Validation Tissue Micro Array
Tissue microarray is constructed from different paraffin blocks
made at different times of different paraffin quality, different
fixed material and at different times of fixation. bBecause of
these differences, validation of tissue array should be done
before it is used for any study.
Validation will be achieved by immunostaining on one slide per
array and selection of the marker will depend on tissue type.
In our selection process, if the arrayed tissue has no previous
immunostaining, then 10% of the arrayed cases will be randomly
selected for staining with specific markers, in addition to the
representative slides of tissue array and the staining is done
in the same condition. Comparison (intensity and percentage of
staining for spots/slides) is then performed. The results will
be acceptable if the stain shows similarity of ≥95%. If the
arrayed cases have immunostaining before constructing the array,
it is acceptable to stain only the representative array slide
and do the comparison with the results from the path archive.
The results will be acceptable if the similarity is ≥95%.
Recommended markers for validation as per tissue type:
| Breast tumors |
Estrogen/progesterone |
| Skin tumors |
Cytokeratin |
| Lung tumor |
Cytokeratinw/FFT-1 |
| Gastrointestinal tumors |
CK 20 |
| Genitourinary tumors |
Ck 7 |
| Kidney tumor |
EMA |
| Soft tissue tumors |
Vimentin |
| Brain tumors |
S100, neural glial fibrillary acidic protein (GFAB) |
| Neuroendocrine tumors |
Gromogranin, Synaptophysin |
| Liver tumor |
Hepar 1 |
| Thyroid tumors |
Thryglobulin, TTF-1 |
How to
Make TMA More Effective and Efficient
1. Numbers of spots per array
If donor blocks contain biopsy only, it is impracticable to
array more than 120-150 cores per block. Arraying three cores
per case is feasible and valid for studying biopsy material(6).
2. The diameter of the arrayed spots is dependent on tissue type
and ranging as follows:
6 mm
1.0 mm
1.2 mm
1.5 mm
2.0 mm
3. Failure of Immunostaining
Some times the immunostain, FISH, and mRNA in situ hybridization
(ISH) fail to give expected results. It is important to
recognize the false negative and the false positive in such
cases.
To avoid misinterpretation of molecular expression, the
following steps need to be reviewed.
1. Reagent concentration, repeat stain with multiple dilutions
on full tissue section
2. Change the antigen retrieval methods, microwave, pressure
cooker, water path, etc.
3. Modify incubation time with primary antibody
4. Compare staining with monoclonal vs. polyclonal antibody
5. Home made vs. commercially available antibody may be used
6. Different results may be obtained from different antibody
resources (mouse, goat and rabbit antibody)

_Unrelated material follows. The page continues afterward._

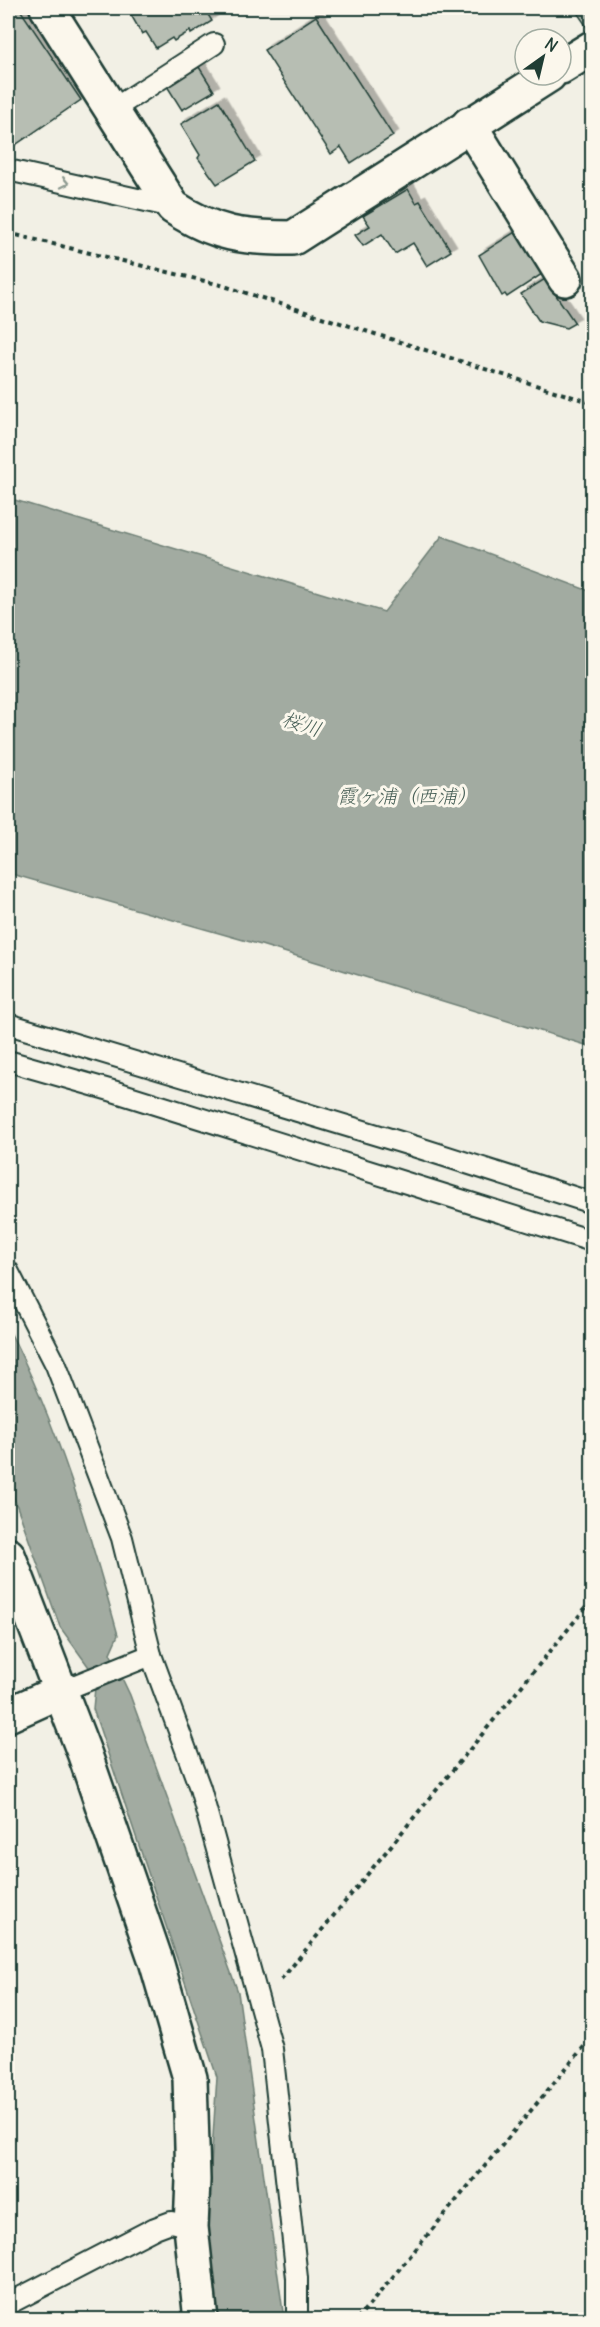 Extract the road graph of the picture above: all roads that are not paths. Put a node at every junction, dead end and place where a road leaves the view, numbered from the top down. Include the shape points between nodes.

7. Observe for expired or old reagent or antibody
8. Different antibodies from different producers
9. Observe for false positive due to secondary antibodies
How to Generate More Data from TMA
Obtaining more data from TMA depends on the method of building
up the array and ease of information and statistic retrieval
from scoring spots. Different arrangements for histology types
can be designed.
The following are examples for such histology, Figure 3.
Other design is randomly distributing the malignant and benign
tissue in triplicate multiplications of cores as in figure 4.
Scoring/Reading TMA spots should be evaluated and some times the
accidental finding could be more important than the study
target. Scoring should be addressed for cellular component, type
of cells and other findings at the same spot (Table 1).
References
1. Kononen, J., Bubendorf, L., Kallioniemi, A., Barlund, M.,
Schraml, P., Leighton,
S., Torhorst, J., Mihatsch, M. J., Sauter, G., and Kallioniemi,
O. P. Tissue micro arrays for high-throughput molecular
profiling of tumor specimens. Nat Med, 4:844-847,1998.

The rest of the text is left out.